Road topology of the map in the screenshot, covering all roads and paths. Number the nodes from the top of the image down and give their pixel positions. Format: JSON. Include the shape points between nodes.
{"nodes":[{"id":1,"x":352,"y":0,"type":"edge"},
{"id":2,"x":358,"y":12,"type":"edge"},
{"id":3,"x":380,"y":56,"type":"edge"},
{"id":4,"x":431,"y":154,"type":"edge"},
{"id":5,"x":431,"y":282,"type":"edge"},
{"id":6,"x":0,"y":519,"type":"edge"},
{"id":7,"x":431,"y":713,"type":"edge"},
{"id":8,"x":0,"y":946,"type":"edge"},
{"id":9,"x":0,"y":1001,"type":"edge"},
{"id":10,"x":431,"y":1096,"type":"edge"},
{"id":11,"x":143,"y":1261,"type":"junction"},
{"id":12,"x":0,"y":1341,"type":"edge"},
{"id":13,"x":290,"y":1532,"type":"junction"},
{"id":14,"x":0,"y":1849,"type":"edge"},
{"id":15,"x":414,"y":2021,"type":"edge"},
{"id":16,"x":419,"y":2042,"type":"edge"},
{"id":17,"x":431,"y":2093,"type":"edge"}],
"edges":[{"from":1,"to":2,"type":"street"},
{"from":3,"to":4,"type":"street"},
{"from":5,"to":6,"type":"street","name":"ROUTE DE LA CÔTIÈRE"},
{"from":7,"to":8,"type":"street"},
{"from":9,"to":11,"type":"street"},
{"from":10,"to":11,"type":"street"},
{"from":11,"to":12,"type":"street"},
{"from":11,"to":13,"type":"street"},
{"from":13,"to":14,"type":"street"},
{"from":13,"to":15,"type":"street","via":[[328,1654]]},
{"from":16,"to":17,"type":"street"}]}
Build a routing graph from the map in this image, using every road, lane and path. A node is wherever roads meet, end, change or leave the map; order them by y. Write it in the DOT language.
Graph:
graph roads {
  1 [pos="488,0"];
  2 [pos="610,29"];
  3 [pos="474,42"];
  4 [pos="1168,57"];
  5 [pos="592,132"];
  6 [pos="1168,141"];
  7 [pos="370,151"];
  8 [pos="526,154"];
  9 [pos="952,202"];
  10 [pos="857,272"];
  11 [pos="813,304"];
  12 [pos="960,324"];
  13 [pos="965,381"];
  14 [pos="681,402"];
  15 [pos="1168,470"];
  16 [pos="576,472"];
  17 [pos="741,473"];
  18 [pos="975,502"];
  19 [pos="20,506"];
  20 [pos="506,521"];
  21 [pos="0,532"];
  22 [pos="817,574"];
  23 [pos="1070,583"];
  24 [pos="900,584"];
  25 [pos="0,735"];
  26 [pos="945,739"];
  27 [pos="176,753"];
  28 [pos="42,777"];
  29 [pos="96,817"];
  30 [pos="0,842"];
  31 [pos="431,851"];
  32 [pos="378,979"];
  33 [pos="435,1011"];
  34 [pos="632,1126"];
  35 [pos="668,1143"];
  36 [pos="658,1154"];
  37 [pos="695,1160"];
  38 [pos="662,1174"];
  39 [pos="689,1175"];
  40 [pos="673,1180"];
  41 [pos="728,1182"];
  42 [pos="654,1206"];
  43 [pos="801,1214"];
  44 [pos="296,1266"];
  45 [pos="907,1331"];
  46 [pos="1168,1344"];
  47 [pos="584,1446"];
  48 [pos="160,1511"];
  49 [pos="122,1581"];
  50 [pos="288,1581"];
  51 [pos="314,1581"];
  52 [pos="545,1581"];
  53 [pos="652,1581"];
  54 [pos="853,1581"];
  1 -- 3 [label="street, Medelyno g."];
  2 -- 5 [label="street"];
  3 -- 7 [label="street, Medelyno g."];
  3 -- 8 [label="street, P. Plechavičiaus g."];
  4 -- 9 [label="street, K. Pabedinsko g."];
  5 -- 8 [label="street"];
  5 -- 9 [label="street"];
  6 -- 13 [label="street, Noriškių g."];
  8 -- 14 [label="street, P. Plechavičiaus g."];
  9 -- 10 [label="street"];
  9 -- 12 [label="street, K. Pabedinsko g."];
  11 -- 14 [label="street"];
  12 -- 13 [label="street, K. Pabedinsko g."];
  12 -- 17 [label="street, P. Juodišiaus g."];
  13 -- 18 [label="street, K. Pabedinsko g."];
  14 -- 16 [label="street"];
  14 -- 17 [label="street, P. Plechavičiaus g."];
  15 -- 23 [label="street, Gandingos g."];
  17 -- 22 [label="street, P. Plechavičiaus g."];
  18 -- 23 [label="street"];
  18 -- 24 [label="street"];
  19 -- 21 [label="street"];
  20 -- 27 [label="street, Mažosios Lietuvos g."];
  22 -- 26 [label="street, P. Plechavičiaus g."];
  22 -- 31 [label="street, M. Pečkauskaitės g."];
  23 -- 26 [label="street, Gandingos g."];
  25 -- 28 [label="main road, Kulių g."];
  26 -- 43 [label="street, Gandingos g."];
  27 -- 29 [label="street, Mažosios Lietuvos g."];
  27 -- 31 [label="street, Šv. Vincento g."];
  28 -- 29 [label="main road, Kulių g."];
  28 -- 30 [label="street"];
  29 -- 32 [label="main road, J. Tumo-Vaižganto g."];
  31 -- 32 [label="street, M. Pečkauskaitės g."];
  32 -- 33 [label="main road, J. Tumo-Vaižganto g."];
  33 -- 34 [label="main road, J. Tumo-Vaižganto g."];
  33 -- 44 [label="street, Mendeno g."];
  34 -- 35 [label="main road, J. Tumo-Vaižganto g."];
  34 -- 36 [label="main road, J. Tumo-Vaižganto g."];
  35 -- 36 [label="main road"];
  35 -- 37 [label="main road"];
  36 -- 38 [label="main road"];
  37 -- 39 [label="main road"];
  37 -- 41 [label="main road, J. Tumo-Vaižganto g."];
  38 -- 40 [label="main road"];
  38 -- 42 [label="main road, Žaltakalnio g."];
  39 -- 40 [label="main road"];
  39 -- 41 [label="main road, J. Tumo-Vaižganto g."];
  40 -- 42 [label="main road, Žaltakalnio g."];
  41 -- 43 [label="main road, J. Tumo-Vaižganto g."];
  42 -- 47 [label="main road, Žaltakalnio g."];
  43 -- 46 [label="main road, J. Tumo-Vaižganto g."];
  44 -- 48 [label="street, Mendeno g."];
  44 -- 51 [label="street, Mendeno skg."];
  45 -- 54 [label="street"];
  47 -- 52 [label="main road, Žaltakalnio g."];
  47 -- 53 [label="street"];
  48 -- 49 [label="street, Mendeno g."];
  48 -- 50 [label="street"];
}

──────────────────────────────

TASK OBJECTIVE: Give every entry in the listing above again, exactly as written.

SOLUTION:
Road topology of the map in the screenshot, covering all roads and paths. Number the nodes from the top of the image down and give their pixel positions. Format: JSON. Include the shape points between nodes.
{"nodes":[{"id":1,"x":352,"y":0,"type":"edge"},
{"id":2,"x":358,"y":12,"type":"edge"},
{"id":3,"x":380,"y":56,"type":"edge"},
{"id":4,"x":431,"y":154,"type":"edge"},
{"id":5,"x":431,"y":282,"type":"edge"},
{"id":6,"x":0,"y":519,"type":"edge"},
{"id":7,"x":431,"y":713,"type":"edge"},
{"id":8,"x":0,"y":946,"type":"edge"},
{"id":9,"x":0,"y":1001,"type":"edge"},
{"id":10,"x":431,"y":1096,"type":"edge"},
{"id":11,"x":143,"y":1261,"type":"junction"},
{"id":12,"x":0,"y":1341,"type":"edge"},
{"id":13,"x":290,"y":1532,"type":"junction"},
{"id":14,"x":0,"y":1849,"type":"edge"},
{"id":15,"x":414,"y":2021,"type":"edge"},
{"id":16,"x":419,"y":2042,"type":"edge"},
{"id":17,"x":431,"y":2093,"type":"edge"}],
"edges":[{"from":1,"to":2,"type":"street"},
{"from":3,"to":4,"type":"street"},
{"from":5,"to":6,"type":"street","name":"ROUTE DE LA CÔTIÈRE"},
{"from":7,"to":8,"type":"street"},
{"from":9,"to":11,"type":"street"},
{"from":10,"to":11,"type":"street"},
{"from":11,"to":12,"type":"street"},
{"from":11,"to":13,"type":"street"},
{"from":13,"to":14,"type":"street"},
{"from":13,"to":15,"type":"street","via":[[328,1654]]},
{"from":16,"to":17,"type":"street"}]}
Build a routing graph from the map in this image, using every road, lane and path. A node is wherever roads meet, end, change or leave the map; order them by y. Write it in the DOT language.
Graph:
graph roads {
  1 [pos="488,0"];
  2 [pos="610,29"];
  3 [pos="474,42"];
  4 [pos="1168,57"];
  5 [pos="592,132"];
  6 [pos="1168,141"];
  7 [pos="370,151"];
  8 [pos="526,154"];
  9 [pos="952,202"];
  10 [pos="857,272"];
  11 [pos="813,304"];
  12 [pos="960,324"];
  13 [pos="965,381"];
  14 [pos="681,402"];
  15 [pos="1168,470"];
  16 [pos="576,472"];
  17 [pos="741,473"];
  18 [pos="975,502"];
  19 [pos="20,506"];
  20 [pos="506,521"];
  21 [pos="0,532"];
  22 [pos="817,574"];
  23 [pos="1070,583"];
  24 [pos="900,584"];
  25 [pos="0,735"];
  26 [pos="945,739"];
  27 [pos="176,753"];
  28 [pos="42,777"];
  29 [pos="96,817"];
  30 [pos="0,842"];
  31 [pos="431,851"];
  32 [pos="378,979"];
  33 [pos="435,1011"];
  34 [pos="632,1126"];
  35 [pos="668,1143"];
  36 [pos="658,1154"];
  37 [pos="695,1160"];
  38 [pos="662,1174"];
  39 [pos="689,1175"];
  40 [pos="673,1180"];
  41 [pos="728,1182"];
  42 [pos="654,1206"];
  43 [pos="801,1214"];
  44 [pos="296,1266"];
  45 [pos="907,1331"];
  46 [pos="1168,1344"];
  47 [pos="584,1446"];
  48 [pos="160,1511"];
  49 [pos="122,1581"];
  50 [pos="288,1581"];
  51 [pos="314,1581"];
  52 [pos="545,1581"];
  53 [pos="652,1581"];
  54 [pos="853,1581"];
  1 -- 3 [label="street, Medelyno g."];
  2 -- 5 [label="street"];
  3 -- 7 [label="street, Medelyno g."];
  3 -- 8 [label="street, P. Plechavičiaus g."];
  4 -- 9 [label="street, K. Pabedinsko g."];
  5 -- 8 [label="street"];
  5 -- 9 [label="street"];
  6 -- 13 [label="street, Noriškių g."];
  8 -- 14 [label="street, P. Plechavičiaus g."];
  9 -- 10 [label="street"];
  9 -- 12 [label="street, K. Pabedinsko g."];
  11 -- 14 [label="street"];
  12 -- 13 [label="street, K. Pabedinsko g."];
  12 -- 17 [label="street, P. Juodišiaus g."];
  13 -- 18 [label="street, K. Pabedinsko g."];
  14 -- 16 [label="street"];
  14 -- 17 [label="street, P. Plechavičiaus g."];
  15 -- 23 [label="street, Gandingos g."];
  17 -- 22 [label="street, P. Plechavičiaus g."];
  18 -- 23 [label="street"];
  18 -- 24 [label="street"];
  19 -- 21 [label="street"];
  20 -- 27 [label="street, Mažosios Lietuvos g."];
  22 -- 26 [label="street, P. Plechavičiaus g."];
  22 -- 31 [label="street, M. Pečkauskaitės g."];
  23 -- 26 [label="street, Gandingos g."];
  25 -- 28 [label="main road, Kulių g."];
  26 -- 43 [label="street, Gandingos g."];
  27 -- 29 [label="street, Mažosios Lietuvos g."];
  27 -- 31 [label="street, Šv. Vincento g."];
  28 -- 29 [label="main road, Kulių g."];
  28 -- 30 [label="street"];
  29 -- 32 [label="main road, J. Tumo-Vaižganto g."];
  31 -- 32 [label="street, M. Pečkauskaitės g."];
  32 -- 33 [label="main road, J. Tumo-Vaižganto g."];
  33 -- 34 [label="main road, J. Tumo-Vaižganto g."];
  33 -- 44 [label="street, Mendeno g."];
  34 -- 35 [label="main road, J. Tumo-Vaižganto g."];
  34 -- 36 [label="main road, J. Tumo-Vaižganto g."];
  35 -- 36 [label="main road"];
  35 -- 37 [label="main road"];
  36 -- 38 [label="main road"];
  37 -- 39 [label="main road"];
  37 -- 41 [label="main road, J. Tumo-Vaižganto g."];
  38 -- 40 [label="main road"];
  38 -- 42 [label="main road, Žaltakalnio g."];
  39 -- 40 [label="main road"];
  39 -- 41 [label="main road, J. Tumo-Vaižganto g."];
  40 -- 42 [label="main road, Žaltakalnio g."];
  41 -- 43 [label="main road, J. Tumo-Vaižganto g."];
  42 -- 47 [label="main road, Žaltakalnio g."];
  43 -- 46 [label="main road, J. Tumo-Vaižganto g."];
  44 -- 48 [label="street, Mendeno g."];
  44 -- 51 [label="street, Mendeno skg."];
  45 -- 54 [label="street"];
  47 -- 52 [label="main road, Žaltakalnio g."];
  47 -- 53 [label="street"];
  48 -- 49 [label="street, Mendeno g."];
  48 -- 50 [label="street"];
}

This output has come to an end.